Question

Are these steps for finding the solutions of \(\sqrt {x + 3} = 3 - x\)correct?

(1) \(\sqrt {x + 3} = 3 - x\) is given;

(2) \(x + 3 = {x^2} - 6x + 9\), obtained by squaring both sides of (1);

(3) \(0 = {x^2} - 7x + 6\), obtained by subtracting \(x + 3\)from both sides of (2);

(4) \(0 = \left( {x - 1} \right)\left( {x - 6} \right)\), obtained by factoring the right-hand side of (3);

(5) \(x = 1orx = 6\), which follows from (4) because \(ab = 0\) implies that\(a = 0orb = 0\).

Short answer

There is an error in second step, other than that everything is correct.

Step-by-step solution

Introduction\

At the beginning of the step (2), there is \(\sqrt {x + 3} = 3 - x\)
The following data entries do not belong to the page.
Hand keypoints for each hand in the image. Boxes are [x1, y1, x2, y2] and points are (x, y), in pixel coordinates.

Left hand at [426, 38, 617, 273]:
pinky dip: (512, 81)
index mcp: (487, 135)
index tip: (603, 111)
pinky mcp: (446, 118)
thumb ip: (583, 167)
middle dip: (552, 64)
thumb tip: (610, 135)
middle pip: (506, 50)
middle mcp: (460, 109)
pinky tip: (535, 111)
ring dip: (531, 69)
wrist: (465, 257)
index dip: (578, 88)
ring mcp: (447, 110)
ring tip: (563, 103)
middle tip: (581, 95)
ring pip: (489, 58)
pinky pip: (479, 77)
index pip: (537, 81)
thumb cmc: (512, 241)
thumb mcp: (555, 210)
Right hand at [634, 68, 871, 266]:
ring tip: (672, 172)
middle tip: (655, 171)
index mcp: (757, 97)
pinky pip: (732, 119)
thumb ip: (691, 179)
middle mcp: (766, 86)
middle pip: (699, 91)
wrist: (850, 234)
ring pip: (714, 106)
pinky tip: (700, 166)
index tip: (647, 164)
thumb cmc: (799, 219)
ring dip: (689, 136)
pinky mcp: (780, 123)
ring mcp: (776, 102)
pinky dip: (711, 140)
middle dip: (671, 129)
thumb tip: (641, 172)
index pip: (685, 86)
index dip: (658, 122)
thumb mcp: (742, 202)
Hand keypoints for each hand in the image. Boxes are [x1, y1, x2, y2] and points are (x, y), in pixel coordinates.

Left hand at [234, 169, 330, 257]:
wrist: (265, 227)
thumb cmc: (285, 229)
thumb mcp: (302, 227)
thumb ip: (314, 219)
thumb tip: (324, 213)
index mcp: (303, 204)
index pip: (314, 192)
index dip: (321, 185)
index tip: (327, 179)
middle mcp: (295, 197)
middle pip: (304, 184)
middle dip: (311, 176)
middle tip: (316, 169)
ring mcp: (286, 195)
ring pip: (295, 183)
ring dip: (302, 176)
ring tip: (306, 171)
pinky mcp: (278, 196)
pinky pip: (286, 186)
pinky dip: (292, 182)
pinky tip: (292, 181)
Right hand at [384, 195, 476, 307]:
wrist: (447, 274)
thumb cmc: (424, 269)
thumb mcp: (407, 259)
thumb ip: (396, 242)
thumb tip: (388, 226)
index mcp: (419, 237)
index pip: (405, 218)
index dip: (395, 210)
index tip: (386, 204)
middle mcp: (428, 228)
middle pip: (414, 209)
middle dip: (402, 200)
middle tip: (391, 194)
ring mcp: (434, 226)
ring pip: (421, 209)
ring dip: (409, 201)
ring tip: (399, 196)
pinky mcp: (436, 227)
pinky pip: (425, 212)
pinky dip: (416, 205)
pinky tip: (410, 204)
Now, square both sides to obtain the following:

\({\left( {\sqrt {x + 3} } \right)^2} = {\left( {3 - x} \right)^2}\)

\( \Rightarrow \left| {x + 3} \right| = {\left( {3 - x} \right)^2}\)

The function\(f(y) = \sqrt y \)is to be positive square root for\(y \ge 0\)

Therefore the value of\({\left( {\sqrt {x + 3} } \right)^2}\)is\(\left| {x + 3} \right|\)because\(\left| {x + 3} \right| \ge 0\)

But in step (2),\({\left( {\sqrt {x + 3} } \right)^2}\)has been taken as\(\left( {x + 3} \right)\)instead of\(\left| {x + 3} \right|\)

By considering it as\(\left( {x + 3} \right)\), both positive as well as negative values of \({\left( {\sqrt {x + 3} } \right)^2}\)are considered. This is the error in the mentioned method. Other than the step mentioned above, the rest of the method is correct.

Extraneous result calculation

Extraneous result get calculated in this method because both negative as well as positive value of \({\left( {\sqrt {x + 3} } \right)^2}\)are considered. So, in order to eliminate the extraneous result and get the correct result, the final results need to be plugged into the original equation for verification.

The result found in this method are\(x = 1andx = 6\).

Plug in both the values in the original equation:

For\(x = 1\),

\(\sqrt {x + 3} = 3 - x\)

\(\sqrt {1 + 3} = 3 - 1\)

\( \Rightarrow 2 = 2\)

For, x=6

\(\sqrt {x + 3} = 3 - x\)

\(\sqrt {1 + 6} = 3 - 6\)

\( \Rightarrow 3 \ne - 3\)

Therefore, it is seen that using this method, an extraneous result is found as x=6. By putting in the value and eliminating the extraneous result, the correct result is found using this method.